### Your goal
The lines to copy from the listing below are those that contain the string "dead".

### Exercise material
>>
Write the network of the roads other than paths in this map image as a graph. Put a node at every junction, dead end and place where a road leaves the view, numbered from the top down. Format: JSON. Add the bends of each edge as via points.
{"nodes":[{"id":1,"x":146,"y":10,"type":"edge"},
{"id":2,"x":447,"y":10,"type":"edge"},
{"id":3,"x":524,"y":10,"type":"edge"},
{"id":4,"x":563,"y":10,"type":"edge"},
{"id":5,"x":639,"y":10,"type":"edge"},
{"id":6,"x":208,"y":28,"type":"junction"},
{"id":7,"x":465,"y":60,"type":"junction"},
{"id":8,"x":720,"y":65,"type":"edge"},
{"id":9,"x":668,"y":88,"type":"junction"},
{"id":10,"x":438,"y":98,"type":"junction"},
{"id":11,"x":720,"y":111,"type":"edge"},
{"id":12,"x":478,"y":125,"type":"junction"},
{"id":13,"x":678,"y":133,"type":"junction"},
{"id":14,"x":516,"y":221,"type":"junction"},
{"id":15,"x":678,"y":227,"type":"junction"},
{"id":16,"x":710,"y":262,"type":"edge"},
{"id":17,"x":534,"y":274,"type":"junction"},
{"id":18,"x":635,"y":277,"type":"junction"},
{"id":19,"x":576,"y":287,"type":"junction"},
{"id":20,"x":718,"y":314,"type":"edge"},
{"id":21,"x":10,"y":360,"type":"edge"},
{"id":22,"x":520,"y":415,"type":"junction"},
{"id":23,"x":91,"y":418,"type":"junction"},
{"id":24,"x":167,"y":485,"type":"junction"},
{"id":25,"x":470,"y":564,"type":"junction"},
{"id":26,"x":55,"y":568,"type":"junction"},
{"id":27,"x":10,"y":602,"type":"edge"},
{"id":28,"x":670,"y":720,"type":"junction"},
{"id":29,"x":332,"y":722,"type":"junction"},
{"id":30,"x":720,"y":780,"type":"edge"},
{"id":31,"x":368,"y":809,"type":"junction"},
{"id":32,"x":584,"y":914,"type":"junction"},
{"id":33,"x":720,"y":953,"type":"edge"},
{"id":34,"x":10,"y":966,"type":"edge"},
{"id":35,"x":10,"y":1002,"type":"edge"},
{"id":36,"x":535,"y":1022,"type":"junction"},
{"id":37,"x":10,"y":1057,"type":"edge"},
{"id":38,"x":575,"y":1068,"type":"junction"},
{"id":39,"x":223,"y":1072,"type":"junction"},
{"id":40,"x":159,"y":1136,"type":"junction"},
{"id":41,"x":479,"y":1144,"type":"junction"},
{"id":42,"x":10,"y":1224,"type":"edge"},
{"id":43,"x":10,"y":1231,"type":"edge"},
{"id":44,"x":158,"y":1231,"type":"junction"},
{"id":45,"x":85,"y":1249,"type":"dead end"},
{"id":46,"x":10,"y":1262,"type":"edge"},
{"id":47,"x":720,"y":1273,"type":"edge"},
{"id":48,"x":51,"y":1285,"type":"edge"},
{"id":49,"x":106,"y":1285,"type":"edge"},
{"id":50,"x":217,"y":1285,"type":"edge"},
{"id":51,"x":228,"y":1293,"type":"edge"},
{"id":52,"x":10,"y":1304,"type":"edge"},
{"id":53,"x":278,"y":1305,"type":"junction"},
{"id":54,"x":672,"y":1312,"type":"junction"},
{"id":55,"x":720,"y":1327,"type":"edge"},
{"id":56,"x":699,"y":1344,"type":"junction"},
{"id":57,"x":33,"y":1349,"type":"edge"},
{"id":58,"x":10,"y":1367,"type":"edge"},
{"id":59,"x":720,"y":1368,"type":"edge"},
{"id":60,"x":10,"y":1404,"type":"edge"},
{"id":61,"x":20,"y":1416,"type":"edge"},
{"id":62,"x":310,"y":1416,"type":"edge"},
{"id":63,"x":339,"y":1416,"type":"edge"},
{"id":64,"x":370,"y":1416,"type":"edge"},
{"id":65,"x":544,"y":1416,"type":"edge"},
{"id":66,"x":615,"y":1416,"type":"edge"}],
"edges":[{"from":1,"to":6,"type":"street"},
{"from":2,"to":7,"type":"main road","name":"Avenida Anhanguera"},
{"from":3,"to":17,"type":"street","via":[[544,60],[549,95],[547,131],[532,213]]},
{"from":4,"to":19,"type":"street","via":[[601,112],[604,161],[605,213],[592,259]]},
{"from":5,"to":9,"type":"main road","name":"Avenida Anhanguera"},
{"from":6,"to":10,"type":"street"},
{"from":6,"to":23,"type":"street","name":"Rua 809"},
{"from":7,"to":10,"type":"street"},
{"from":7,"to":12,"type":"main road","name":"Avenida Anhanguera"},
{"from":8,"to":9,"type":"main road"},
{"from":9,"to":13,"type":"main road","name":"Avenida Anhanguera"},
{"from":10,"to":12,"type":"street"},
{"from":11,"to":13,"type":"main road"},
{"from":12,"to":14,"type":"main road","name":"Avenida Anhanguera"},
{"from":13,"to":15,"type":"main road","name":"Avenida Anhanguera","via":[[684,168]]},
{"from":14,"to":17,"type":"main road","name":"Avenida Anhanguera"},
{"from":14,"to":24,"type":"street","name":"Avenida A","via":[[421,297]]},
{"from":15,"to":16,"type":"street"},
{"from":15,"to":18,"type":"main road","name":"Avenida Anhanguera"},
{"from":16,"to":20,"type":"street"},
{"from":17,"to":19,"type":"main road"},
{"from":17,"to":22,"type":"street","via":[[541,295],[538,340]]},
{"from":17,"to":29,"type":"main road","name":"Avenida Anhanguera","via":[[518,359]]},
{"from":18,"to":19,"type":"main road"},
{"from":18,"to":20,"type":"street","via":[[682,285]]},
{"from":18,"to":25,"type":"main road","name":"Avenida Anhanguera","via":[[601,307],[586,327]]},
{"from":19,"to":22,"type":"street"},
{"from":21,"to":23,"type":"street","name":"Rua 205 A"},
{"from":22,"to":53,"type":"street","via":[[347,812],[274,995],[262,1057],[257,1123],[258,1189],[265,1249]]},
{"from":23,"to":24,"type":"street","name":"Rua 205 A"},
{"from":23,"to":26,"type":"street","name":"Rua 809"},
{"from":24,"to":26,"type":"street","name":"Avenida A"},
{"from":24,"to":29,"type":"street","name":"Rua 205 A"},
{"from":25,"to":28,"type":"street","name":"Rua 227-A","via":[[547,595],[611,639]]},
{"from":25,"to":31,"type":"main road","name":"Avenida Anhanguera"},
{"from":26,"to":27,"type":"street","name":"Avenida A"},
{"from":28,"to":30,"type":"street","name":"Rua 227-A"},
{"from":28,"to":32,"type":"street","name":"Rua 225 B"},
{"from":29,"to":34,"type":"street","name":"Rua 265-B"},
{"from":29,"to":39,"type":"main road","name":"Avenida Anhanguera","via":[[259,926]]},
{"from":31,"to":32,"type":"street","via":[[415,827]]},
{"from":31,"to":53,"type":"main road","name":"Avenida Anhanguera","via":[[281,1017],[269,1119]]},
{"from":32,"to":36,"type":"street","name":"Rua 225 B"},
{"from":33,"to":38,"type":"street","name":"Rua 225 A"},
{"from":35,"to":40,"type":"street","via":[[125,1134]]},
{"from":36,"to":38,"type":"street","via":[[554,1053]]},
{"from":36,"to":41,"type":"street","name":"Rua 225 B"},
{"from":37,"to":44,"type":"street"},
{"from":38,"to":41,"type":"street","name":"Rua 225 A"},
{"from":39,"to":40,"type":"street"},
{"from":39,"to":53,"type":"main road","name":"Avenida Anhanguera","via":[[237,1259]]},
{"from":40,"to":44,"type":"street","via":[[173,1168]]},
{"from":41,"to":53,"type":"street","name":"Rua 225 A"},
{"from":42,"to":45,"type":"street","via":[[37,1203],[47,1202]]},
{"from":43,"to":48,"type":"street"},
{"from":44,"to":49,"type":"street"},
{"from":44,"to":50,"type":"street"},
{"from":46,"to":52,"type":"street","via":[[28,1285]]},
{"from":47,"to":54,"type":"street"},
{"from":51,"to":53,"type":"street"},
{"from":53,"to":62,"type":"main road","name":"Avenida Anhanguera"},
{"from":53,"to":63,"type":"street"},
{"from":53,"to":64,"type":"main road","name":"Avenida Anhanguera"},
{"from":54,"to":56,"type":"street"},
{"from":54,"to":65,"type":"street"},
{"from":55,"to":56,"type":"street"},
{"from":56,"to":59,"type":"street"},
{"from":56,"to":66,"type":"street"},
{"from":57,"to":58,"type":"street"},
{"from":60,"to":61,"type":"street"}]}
<<
### Task response
Write the network of the roads other than paths in this map image as a graph. Put a node at every junction, dead end and place where a road leaves the view, numbered from the top down. Format: JSON. Add the bends of each edge as via points.
{"id":45,"x":85,"y":1249,"type":"dead end"},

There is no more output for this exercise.